Mr KNOWLES: According to the National Party policy, the Opposition would decrease them. Would the Opposition stop the increase in funds for Isolated Patients Transport and Accommodation Service [IPTAS], a $500,000 extra cash injection for people living in isolated areas for their transport needs? No, of course it would not. The Opposition is left with asking questions on behalf of the Australian Medical Association, because it has nothing to say and nothing to offer. The Leader of the National Party at least documented a policy statement at the last election. I searched for the Liberal Party policy on health. I could not find anything. But there is late news. In the anniversary statement from the Leader of the Liberal Party, the Leader of the Opposition and, of course, the Leader of the National Party, which will forever be documented as the "Maitland Statement" or the "Maitland Agreement", we have at last, 12 months into the election, the Liberal-National Party Coalition health policy. It will not take long, so I will read it; it will take only two seconds. The health policy states:
We believe everyone is entitled to expect the best health care possible when that care is needed most. Our priority must be the patients and not the process. We must support front-line health staff with adequate resources.

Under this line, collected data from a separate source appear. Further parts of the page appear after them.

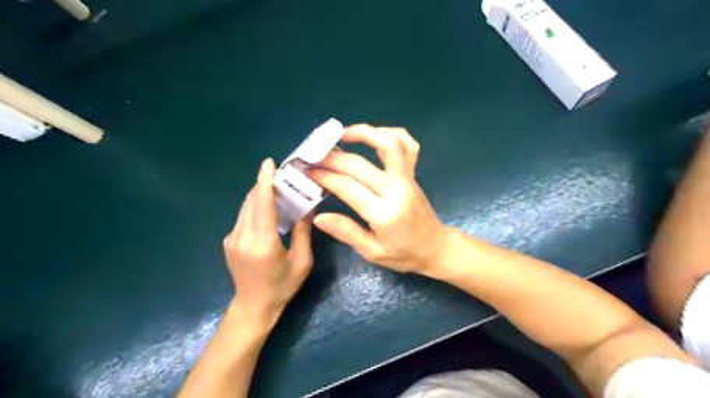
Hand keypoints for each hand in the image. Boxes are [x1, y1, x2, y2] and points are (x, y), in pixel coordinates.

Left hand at [222, 157, 310, 320]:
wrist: (254, 306)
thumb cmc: (282, 286)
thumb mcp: (302, 261)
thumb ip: (303, 232)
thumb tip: (307, 208)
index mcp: (263, 243)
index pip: (262, 205)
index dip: (265, 182)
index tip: (269, 163)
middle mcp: (243, 237)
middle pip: (252, 201)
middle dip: (264, 184)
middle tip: (281, 175)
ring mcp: (232, 239)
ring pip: (245, 207)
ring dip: (259, 194)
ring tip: (276, 188)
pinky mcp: (229, 241)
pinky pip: (242, 217)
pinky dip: (255, 206)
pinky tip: (267, 209)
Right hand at [309, 124, 451, 273]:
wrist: (436, 248)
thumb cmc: (404, 254)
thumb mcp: (373, 252)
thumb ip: (347, 232)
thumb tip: (319, 216)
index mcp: (384, 213)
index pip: (347, 187)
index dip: (324, 176)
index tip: (307, 171)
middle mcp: (396, 190)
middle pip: (359, 164)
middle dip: (332, 157)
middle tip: (314, 156)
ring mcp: (407, 178)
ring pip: (389, 144)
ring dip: (364, 133)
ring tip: (342, 135)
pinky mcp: (414, 174)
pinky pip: (409, 145)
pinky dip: (392, 133)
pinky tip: (374, 135)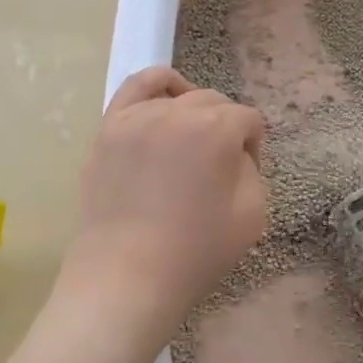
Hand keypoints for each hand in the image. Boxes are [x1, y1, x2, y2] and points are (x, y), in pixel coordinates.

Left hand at [61, 67, 266, 320]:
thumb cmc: (196, 251)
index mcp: (216, 129)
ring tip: (192, 138)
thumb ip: (252, 170)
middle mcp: (176, 111)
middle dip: (226, 129)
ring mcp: (136, 116)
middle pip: (214, 103)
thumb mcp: (253, 214)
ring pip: (177, 94)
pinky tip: (165, 102)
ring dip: (194, 111)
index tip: (247, 175)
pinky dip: (157, 87)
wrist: (127, 276)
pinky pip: (135, 88)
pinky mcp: (108, 129)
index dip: (254, 147)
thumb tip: (235, 153)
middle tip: (219, 167)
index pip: (248, 120)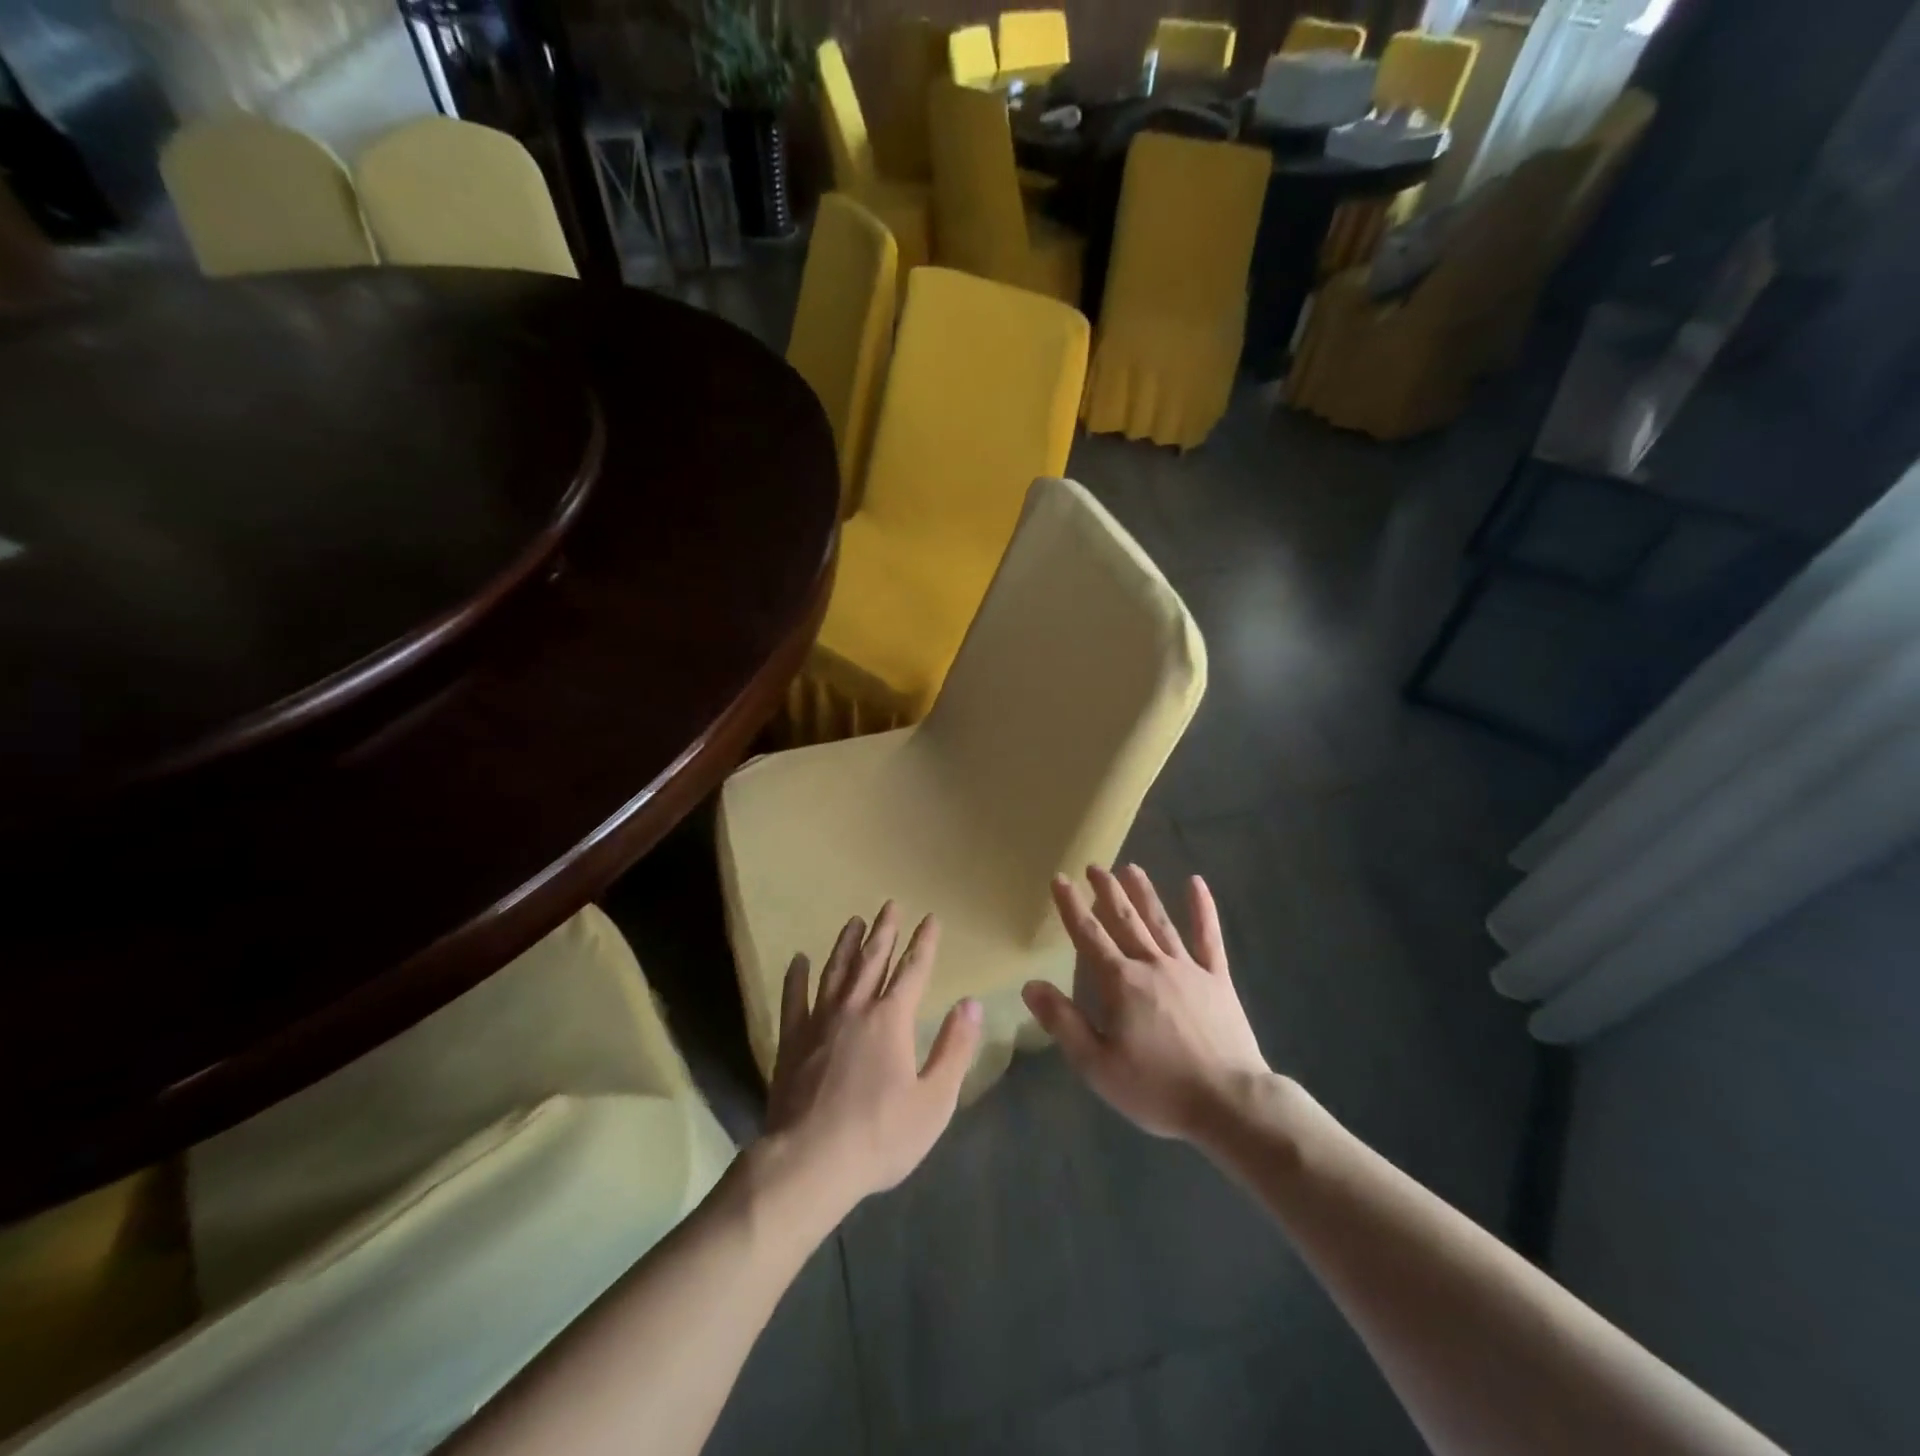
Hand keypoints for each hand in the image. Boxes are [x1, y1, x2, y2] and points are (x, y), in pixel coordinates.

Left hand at [760, 903, 982, 1223]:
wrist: (808, 1163)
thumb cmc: (879, 1136)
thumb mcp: (934, 1101)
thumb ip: (954, 1048)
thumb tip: (971, 1003)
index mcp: (891, 1020)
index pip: (914, 970)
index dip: (925, 942)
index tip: (931, 917)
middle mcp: (855, 1008)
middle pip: (873, 959)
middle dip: (885, 930)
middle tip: (890, 904)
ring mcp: (819, 1022)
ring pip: (835, 971)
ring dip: (847, 944)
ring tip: (854, 921)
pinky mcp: (792, 1041)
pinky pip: (794, 999)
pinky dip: (796, 977)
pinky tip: (798, 960)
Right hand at [1022, 865, 1268, 1141]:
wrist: (1229, 1103)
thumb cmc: (1157, 1088)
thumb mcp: (1097, 1065)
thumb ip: (1063, 1022)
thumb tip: (1030, 984)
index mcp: (1120, 983)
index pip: (1089, 935)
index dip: (1071, 907)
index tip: (1060, 879)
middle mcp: (1151, 965)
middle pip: (1124, 920)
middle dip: (1107, 892)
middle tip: (1095, 866)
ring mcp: (1188, 969)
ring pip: (1160, 921)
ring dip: (1144, 893)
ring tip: (1131, 868)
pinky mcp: (1218, 980)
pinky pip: (1209, 938)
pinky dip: (1203, 909)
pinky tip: (1197, 883)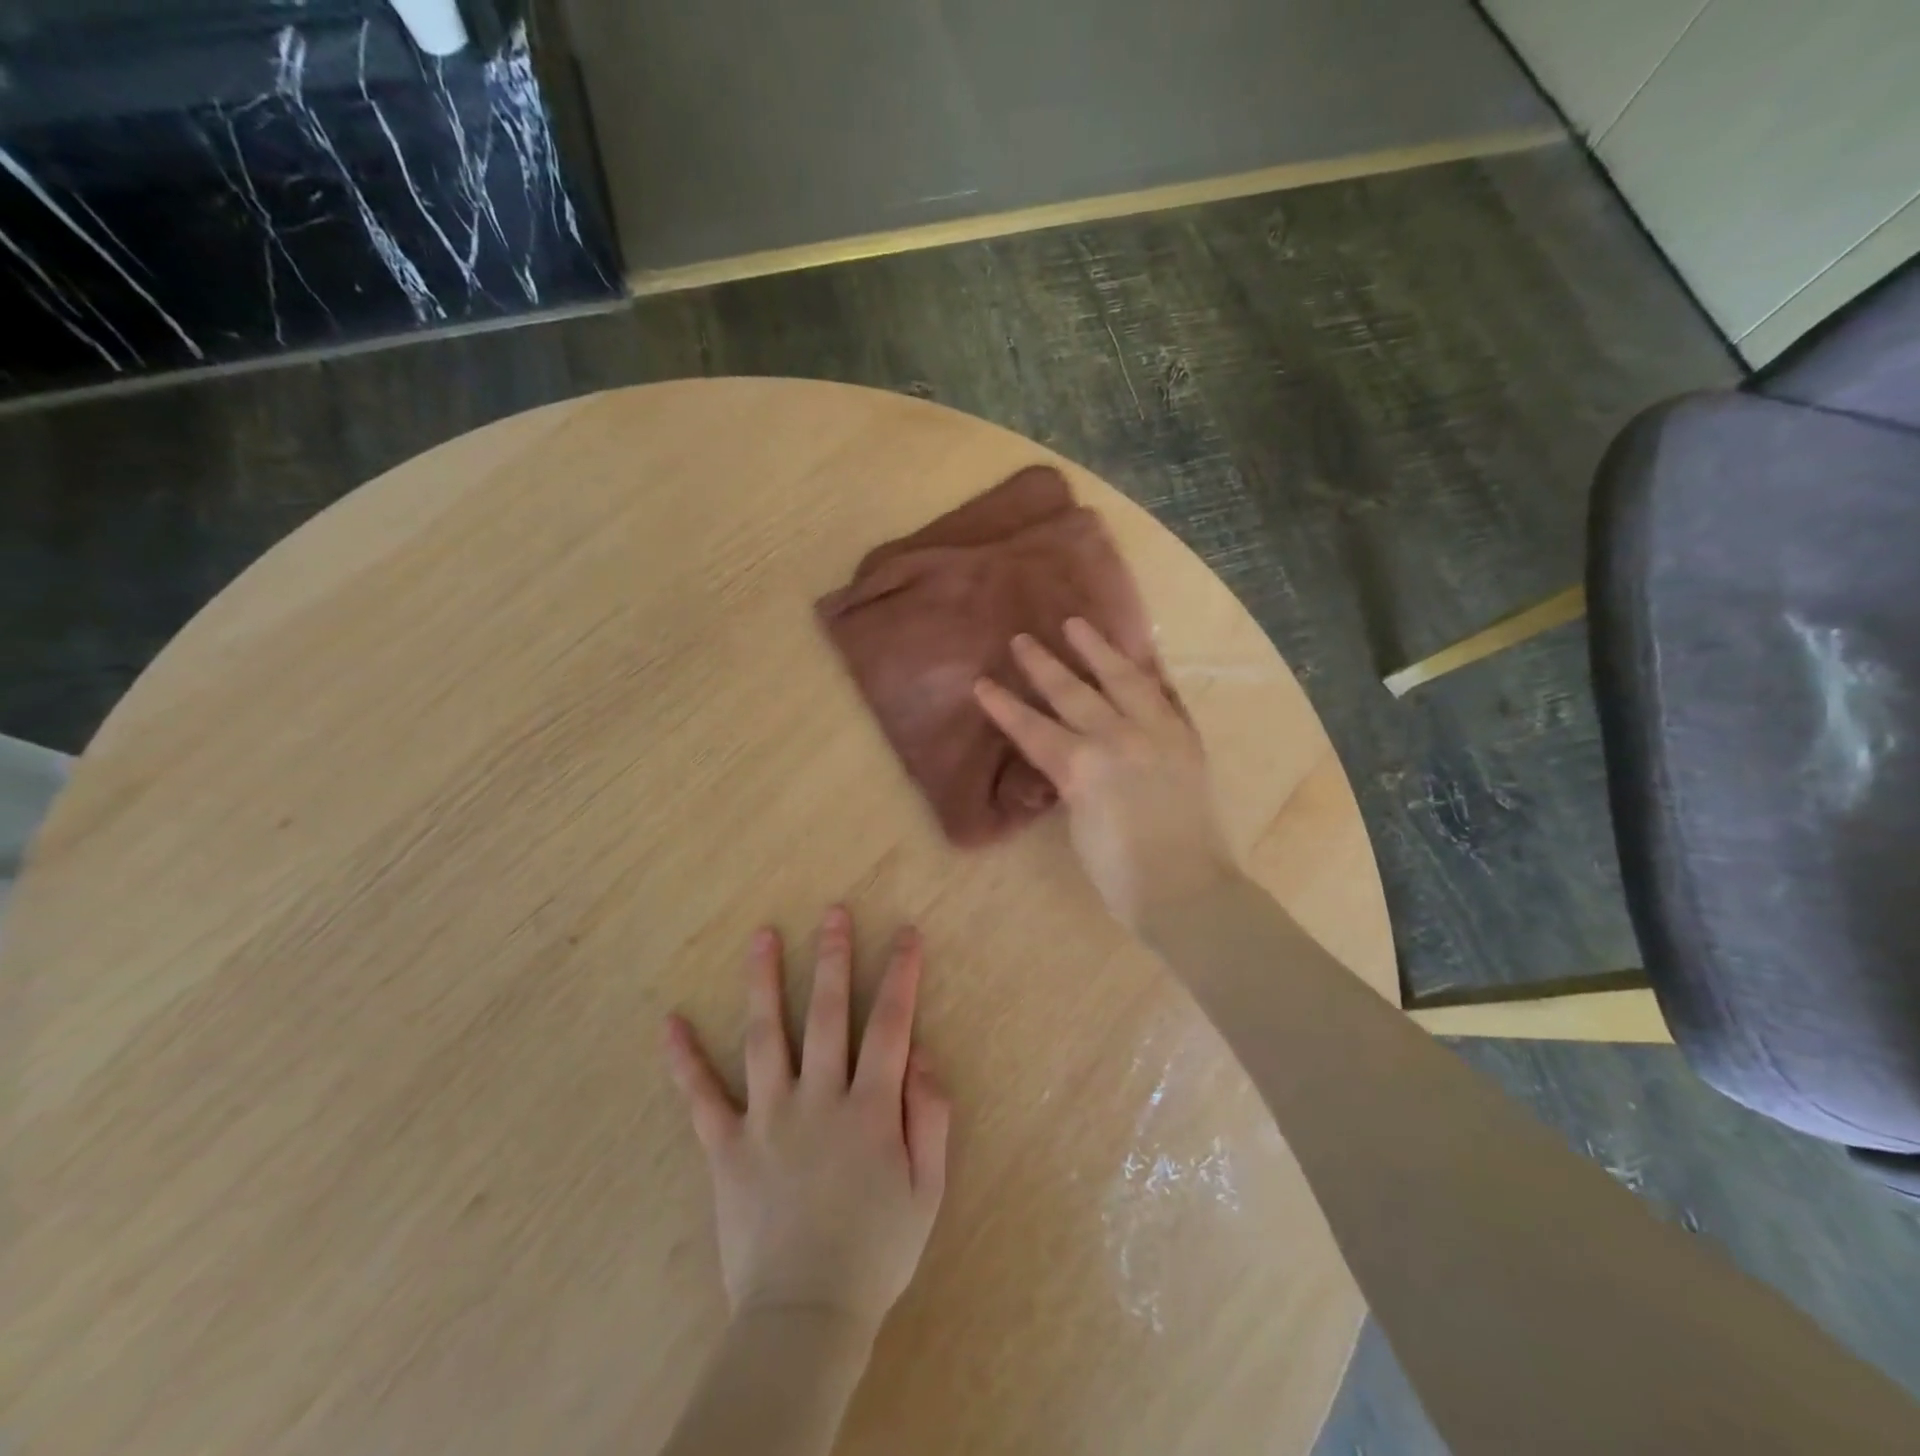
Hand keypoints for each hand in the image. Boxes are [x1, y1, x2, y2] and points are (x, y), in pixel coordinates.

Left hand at [664, 906, 950, 1339]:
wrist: (805, 1316)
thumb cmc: (875, 1251)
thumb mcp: (927, 1189)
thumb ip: (931, 1116)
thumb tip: (921, 1054)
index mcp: (869, 1108)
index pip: (890, 1024)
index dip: (900, 975)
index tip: (905, 933)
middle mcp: (818, 1098)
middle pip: (826, 1014)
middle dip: (833, 958)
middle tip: (833, 913)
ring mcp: (767, 1118)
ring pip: (765, 1037)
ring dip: (763, 982)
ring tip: (761, 936)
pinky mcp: (727, 1147)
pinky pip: (702, 1098)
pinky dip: (684, 1061)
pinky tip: (669, 1023)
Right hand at [973, 618, 1239, 931]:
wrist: (1188, 891)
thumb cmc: (1120, 875)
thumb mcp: (1078, 826)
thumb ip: (1071, 782)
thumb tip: (1067, 759)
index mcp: (1082, 767)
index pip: (1032, 727)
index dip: (1004, 706)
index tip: (982, 682)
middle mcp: (1118, 738)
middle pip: (1073, 692)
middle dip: (1043, 665)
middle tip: (1023, 639)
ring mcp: (1157, 733)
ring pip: (1124, 678)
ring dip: (1098, 649)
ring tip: (1078, 625)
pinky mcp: (1186, 740)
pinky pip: (1165, 694)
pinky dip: (1148, 672)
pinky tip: (1139, 655)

That policy represents 10 months of solid work. Hundreds of testimonials about the best news for health, versus only two sentences. One has to go back a long way to find a really good effort by the Opposition at a policy. I preface my remarks by saying that I do not necessarily agree with everything that is in this document, but at least it has the semblance of a policy. It talks about restructuring needs, medical advances, productivity initiatives and the sorts of things one would expect to find in a policy document. Who do you think wrote it? Peter Collins! The only problem is that it is 10 years old. Two sentences versus the document says it all!